Dharug for Darug - Sydney Aboriginal Language Site - Dharug dalang
|Scooped by Brianna Waddell|
Dharag Language Resource
Aboriginal and Torres Strait Islander perspectives need to be embedded across the curriculum and taught in holistic and culturally appropriate manner so as to ensure that students develop a contextualised and meaningful understanding of the diversity and uniqueness of Indigenous cultures (Gilbert & Hoepper, 2011, pp. 387-388). It is recommended that studies of Aboriginal and Torres Strait Islander perspectives be localised; meaning that teaching and learning should be done in consultation with, and focus on, the local Indigenous community (Board of Studies NSW, 2008, p. 14). Localised learning in this way is meaningful for students and at the same time it demonstrates the diversity of experiences of Indigenous peoples and communities (Board of Studies NSW, 2008, p. 14). For this reason, I have chosen the ‘Dharug Dalang’ resource because the Greater Western Sydney region is situated on Dharug land.

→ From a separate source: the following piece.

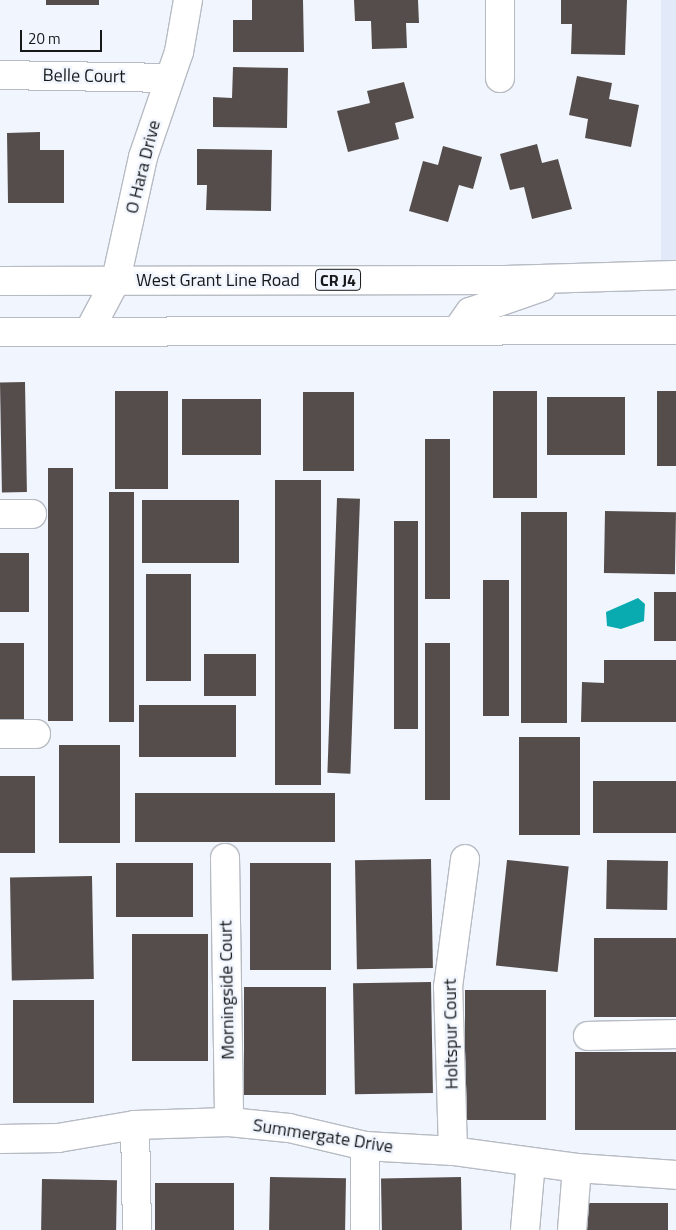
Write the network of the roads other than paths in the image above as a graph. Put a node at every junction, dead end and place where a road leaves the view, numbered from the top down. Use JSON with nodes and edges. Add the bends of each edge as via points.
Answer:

Dharug Dalang is a website that explores the Dharug language using written words, audio and visuals. The site’s most impressive features include an interactive homepage which allows the user to listen to numerous Dharug words alongside a pictorial representation of the word, and a word list containing hundreds of Dharug words (most of which are linked to an audio accompaniment) and their English translation.

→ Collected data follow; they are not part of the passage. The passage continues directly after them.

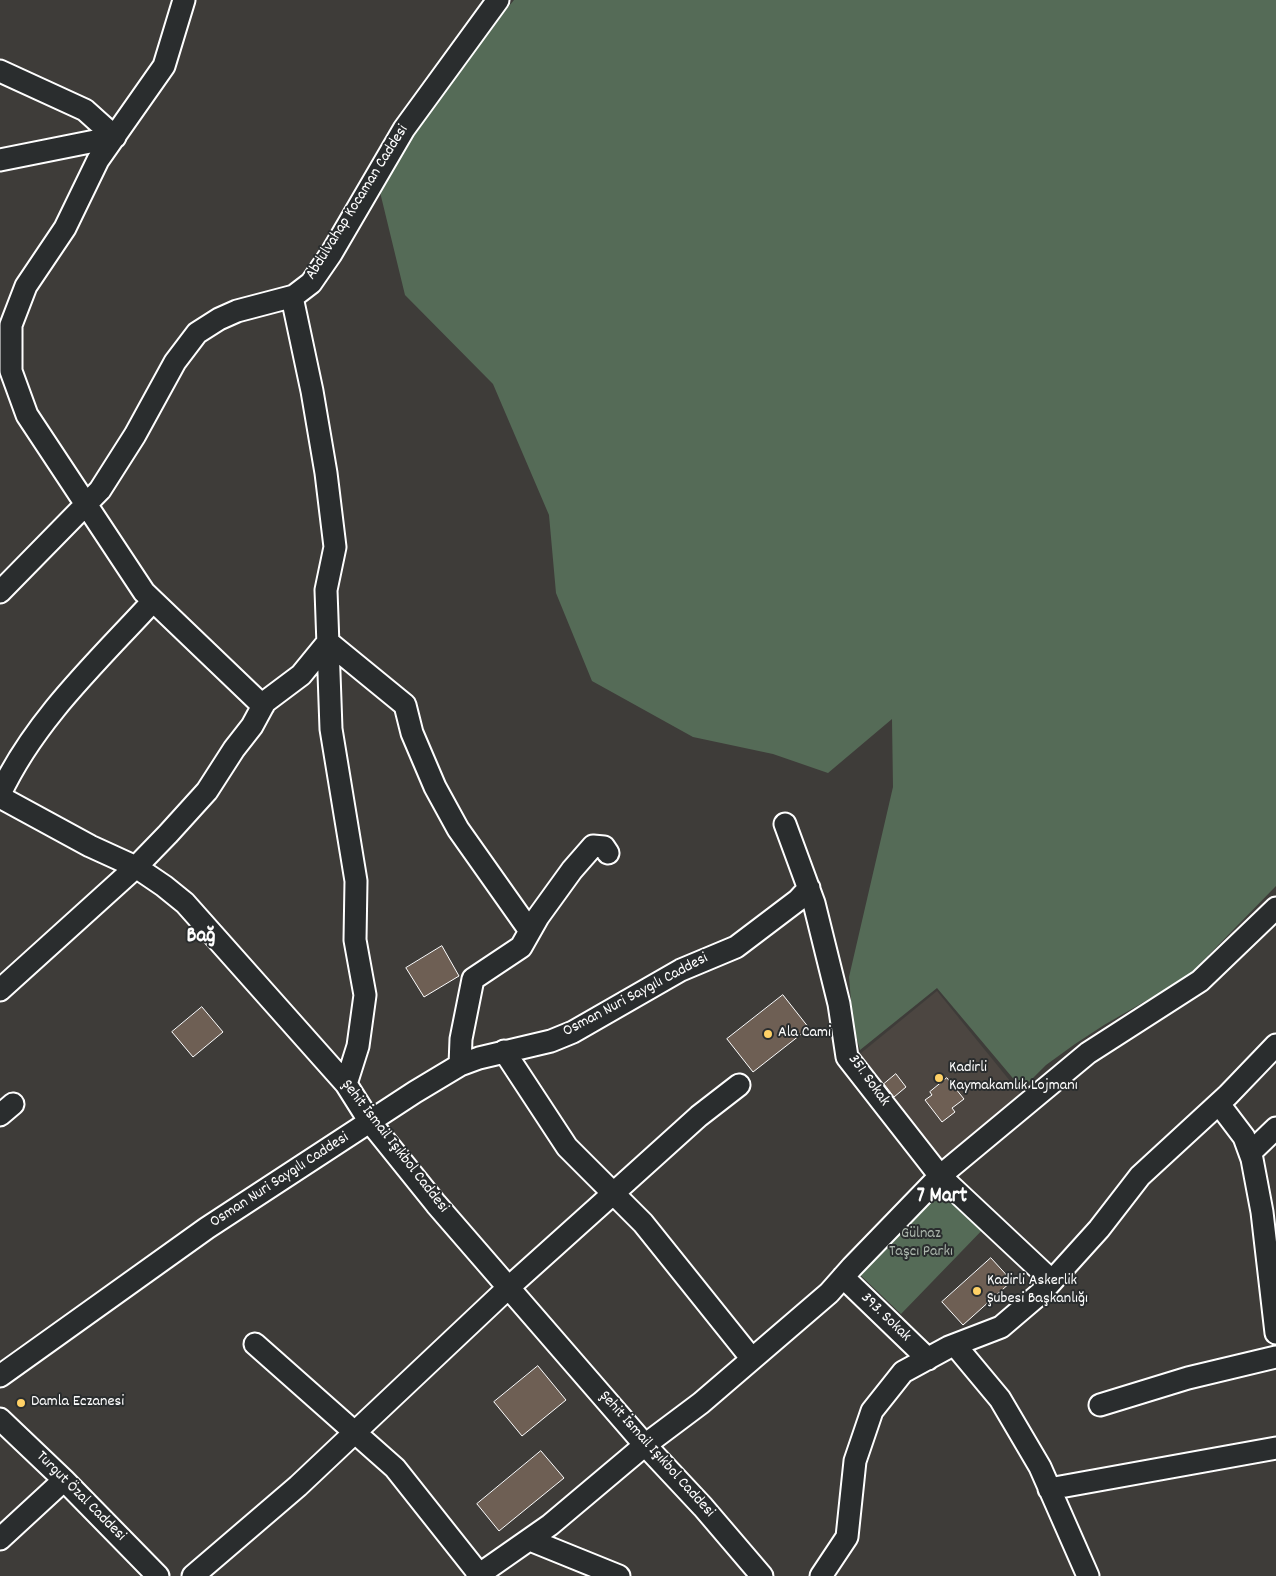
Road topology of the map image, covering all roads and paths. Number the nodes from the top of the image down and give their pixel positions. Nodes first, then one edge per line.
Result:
1 (184, 0) edge
2 (492, 2) edge
3 (0, 71) edge
4 (115, 137) junction
5 (0, 160) edge
6 (292, 296) junction
7 (86, 506) junction
8 (0, 592) edge
9 (153, 601) junction
10 (328, 642) junction
11 (263, 706) junction
12 (0, 795) edge
13 (785, 824) dead end
14 (608, 853) dead end
15 (136, 867) junction
16 (809, 888) junction
17 (1276, 908) edge
18 (530, 931) junction
19 (0, 990) edge
20 (1276, 1045) edge
21 (504, 1051) junction
22 (460, 1065) junction
23 (346, 1084) junction
24 (739, 1085) dead end
25 (1219, 1104) junction
26 (370, 1122) junction
27 (1276, 1128) edge
28 (1250, 1153) junction
29 (940, 1176) junction
30 (613, 1193) junction
31 (843, 1277) junction
32 (1052, 1281) junction
33 (508, 1288) junction
34 (1276, 1333) edge
35 (255, 1344) dead end
36 (955, 1345) junction
37 (1276, 1356) edge
38 (752, 1359) junction
39 (928, 1359) junction
40 (0, 1376) edge
41 (1100, 1405) dead end
42 (0, 1419) edge
43 (356, 1432) junction
44 (645, 1445) junction
45 (1276, 1448) edge
46 (64, 1480) junction
47 (1049, 1489) junction
48 (0, 1539) edge
49 (530, 1540) junction
50 (478, 1575) edge
51 (158, 1576) edge
52 (193, 1576) edge
53 (618, 1576) edge
54 (762, 1576) edge
55 (821, 1576) edge
56 (1088, 1576) edge

1 - 4 street
2 - 6 street, Abdulvahap Kocaman Caddesi
3 - 4 street
4 - 5 street
4 - 7 street
6 - 7 street, Abdulvahap Kocaman Caddesi
6 - 10 street
7 - 8 street, Abdulvahap Kocaman Caddesi
7 - 9 street
9 - 11 street
9 - 12 street
10 - 11 street
10 - 18 street
10 - 23 street
11 - 15 street
12 - 15 street, Şehit İsmail Işıkbol Caddesi
13 - 16 street, 351. Sokak
14 - 18 street
15 - 19 street
15 - 23 street, Şehit İsmail Işıkbol Caddesi
16 - 21 street, Osman Nuri Saygılı Caddesi
16 - 29 street, 351. Sokak
17 - 29 street
18 - 22 street
20 - 25 street
21 - 22 street, Osman Nuri Saygılı Caddesi
21 - 30 street
22 - 26 street, Osman Nuri Saygılı Caddesi
23 - 26 street, Şehit İsmail Işıkbol Caddesi
24 - 30 street
25 - 28 street
25 - 32 street
26 - 33 street, Şehit İsmail Işıkbol Caddesi
26 - 40 street, Osman Nuri Saygılı Caddesi
27 - 28 street
28 - 34 street
29 - 31 street
29 - 32 street, 351. Sokak
30 - 33 street
30 - 38 street
31 - 38 street
31 - 39 street, 393. Sokak
32 - 36 street
33 - 43 street
33 - 44 street, Şehit İsmail Işıkbol Caddesi
35 - 43 street
36 - 39 street
36 - 47 street
37 - 41 street
38 - 44 street
39 - 55 street
42 - 46 street, Turgut Özal Caddesi
43 - 50 street
43 - 52 street
44 - 49 street
44 - 54 street, Şehit İsmail Işıkbol Caddesi
45 - 47 street
46 - 48 street
46 - 51 street, Turgut Özal Caddesi
47 - 56 street
49 - 50 street
49 - 53 street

Using the selection criteria outlined in the Aboriginal Education K-12 Resource Guide I believe that this resource is suitable for use in a Primary classroom (NSW Department of Education and Training [NSW DET], 2003, pp. 15-17). Importantly, the website was created by local Dharug man, Uncle Richard Green in collaboration with the University of New South Wales and CITIES (Centre for Indigenous Technology - Information and Engineering Solutions). The website touches on the diversity of the Aboriginal peoples and cultures through its discussion of different language groups in the ‘language’ tab. Use of the website in conjunction an Aboriginal Languages Map and class discussions pertaining to the different Nations and language groups would further highlight the diversity of Aboriginal peoples and cultures. Due to the website’s authenticity, accuracy and Indigenous support I feel that this would be an appropriate resource to use in the Primary classroom, particularly when used in conjunction with other suitable resources and in collaboration with the local Dharug community (NSW DET, 2003, p. 17).
Board of Studies NSW. (2008). Working with Aboriginal communities: a guide to community consultation and protocols. Sydney: Author.
Gilbert, R., & Hoepper, B. (E.d.). (2011). Teaching society and its environment. South Melbourne: Cengage Learning Australia.
New South Wales Department of Education and Training. (2003). Aboriginal Education k-12 resource guide. Sydney: Author.
New South Wales Department of Education and Training. (2003). Quality teaching in NSW public schools. Sydney: Professional Support and Curriculum Directorate.